Introduction

UseDesktop is infrastructure for computer-use agents. You can create verifiable RL environments for CUA, run evals, train models, compare model runs, and export evidence-backed workflow packages.

What you can do

create

Build resettable RL environments and task packages from real computer-use workflows.

evaluate

Run CUA models against tasks with grader contracts, traces, scores, and pass@k results.

train

Use verified workflow packages as SFT/RL data and compare model improvements.

export

Package environments, tasks, graders, model runs, audits, and provenance for review.

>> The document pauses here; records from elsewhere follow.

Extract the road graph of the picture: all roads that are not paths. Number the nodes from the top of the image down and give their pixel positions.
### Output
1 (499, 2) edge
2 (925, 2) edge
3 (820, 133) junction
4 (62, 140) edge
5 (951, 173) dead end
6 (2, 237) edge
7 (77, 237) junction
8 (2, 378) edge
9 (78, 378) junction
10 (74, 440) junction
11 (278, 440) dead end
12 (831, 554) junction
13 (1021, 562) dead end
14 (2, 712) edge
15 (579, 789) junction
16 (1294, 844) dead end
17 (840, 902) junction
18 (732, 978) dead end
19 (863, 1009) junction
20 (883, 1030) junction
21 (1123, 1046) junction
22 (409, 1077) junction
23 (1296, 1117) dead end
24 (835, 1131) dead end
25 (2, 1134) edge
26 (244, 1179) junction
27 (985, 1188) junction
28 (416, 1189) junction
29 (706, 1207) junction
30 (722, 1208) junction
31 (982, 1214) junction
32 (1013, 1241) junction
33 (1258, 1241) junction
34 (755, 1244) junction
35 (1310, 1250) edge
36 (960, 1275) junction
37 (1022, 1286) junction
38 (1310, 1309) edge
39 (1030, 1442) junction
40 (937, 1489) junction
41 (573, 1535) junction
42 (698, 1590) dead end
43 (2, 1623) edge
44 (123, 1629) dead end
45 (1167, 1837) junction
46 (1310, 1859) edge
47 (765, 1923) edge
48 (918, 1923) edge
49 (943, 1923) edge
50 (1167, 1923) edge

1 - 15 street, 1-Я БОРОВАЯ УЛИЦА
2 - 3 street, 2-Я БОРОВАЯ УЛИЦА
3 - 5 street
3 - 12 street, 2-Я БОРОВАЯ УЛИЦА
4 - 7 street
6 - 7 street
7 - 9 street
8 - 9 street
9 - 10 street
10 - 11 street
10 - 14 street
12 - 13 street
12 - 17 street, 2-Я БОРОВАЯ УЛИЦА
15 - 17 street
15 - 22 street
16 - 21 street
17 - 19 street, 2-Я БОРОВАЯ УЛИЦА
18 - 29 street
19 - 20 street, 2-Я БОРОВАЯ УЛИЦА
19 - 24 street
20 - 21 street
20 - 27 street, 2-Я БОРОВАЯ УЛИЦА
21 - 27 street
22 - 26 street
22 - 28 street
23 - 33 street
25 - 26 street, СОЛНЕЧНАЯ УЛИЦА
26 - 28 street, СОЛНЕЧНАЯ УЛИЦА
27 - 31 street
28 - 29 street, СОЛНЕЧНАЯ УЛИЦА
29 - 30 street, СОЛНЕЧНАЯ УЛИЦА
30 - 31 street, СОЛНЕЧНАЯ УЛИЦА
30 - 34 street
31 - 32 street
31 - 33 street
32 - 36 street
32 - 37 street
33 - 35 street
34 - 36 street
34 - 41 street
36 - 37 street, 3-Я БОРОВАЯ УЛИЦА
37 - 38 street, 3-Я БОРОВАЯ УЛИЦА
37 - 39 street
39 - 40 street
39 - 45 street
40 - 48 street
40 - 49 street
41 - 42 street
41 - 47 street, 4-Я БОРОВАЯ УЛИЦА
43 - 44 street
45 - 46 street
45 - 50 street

quickstart capture env spec task schema grader contract run evidence

Start here

Quickstart

Build the first reviewable package: one workflow, one task, one grader, and one model run.

Concepts in 5 minutes

Understand environment, task, grader, run, audit, and export without reading every page.

Artifact schema

Use the portable manifest that connects capture, evals, training, and export.

Build path

Capture workflow

Record the source trace, screenshots, artifacts, decisions, and final outcome.

Create task

Convert a workflow into a prompt, seed, constraints, expected state, and difficulty target.

Write grader

Score final state, process evidence, violations, and known reward-hacking paths.

Run model

Collect traces, scores, rewards, pass@k results, and failure evidence across models.

Export package

Package manifests, artifacts, audits, and provenance for evals or customer review.

Publish eval

Turn a package into a public evidence page with inspectable grader and run records.

Package shape

The public eval pages are the human-readable layer. The export is the machine-readable contract that should be runnable in local, RunPod, AWS, or customer infrastructure.

{
  "environment": {
    "id": "korean-commerce-admin",
    "reset": "seeded_state_v1",
    "action_space": ["click", "type", "key", "scroll"]
  },
  "task": {
    "prompt": "Change the listed price to 29,900 KRW and publish.",
    "constraints": ["do_not_change_inventory", "save_required"]
  },
  "grader": {
    "type": "state_and_process_v1",
    "success": ["price_field_equals_29900", "publish_state_true"]
  },
  "evidence": {
    "runs": ["pass@1", "pass@3", "pass@5"],
    "audits": ["verifier_fp", "verifier_fn", "known_loopholes"]
  }
}

Quality story

A workflow package should not only look realistic. It should carry evidence: task solvability, ambiguity checks, verifier false-positive and false-negative audits, model pass@k distributions, failure traces, and contamination notes.

env

The app state and runtime boundary the model is placed inside.

task

The goal, constraints, start condition, and expected outcome.

grader

The scoring function that turns a model attempt into quantitative evidence.

run

A model attempt with trace, score, reward, verdict, and failure notes.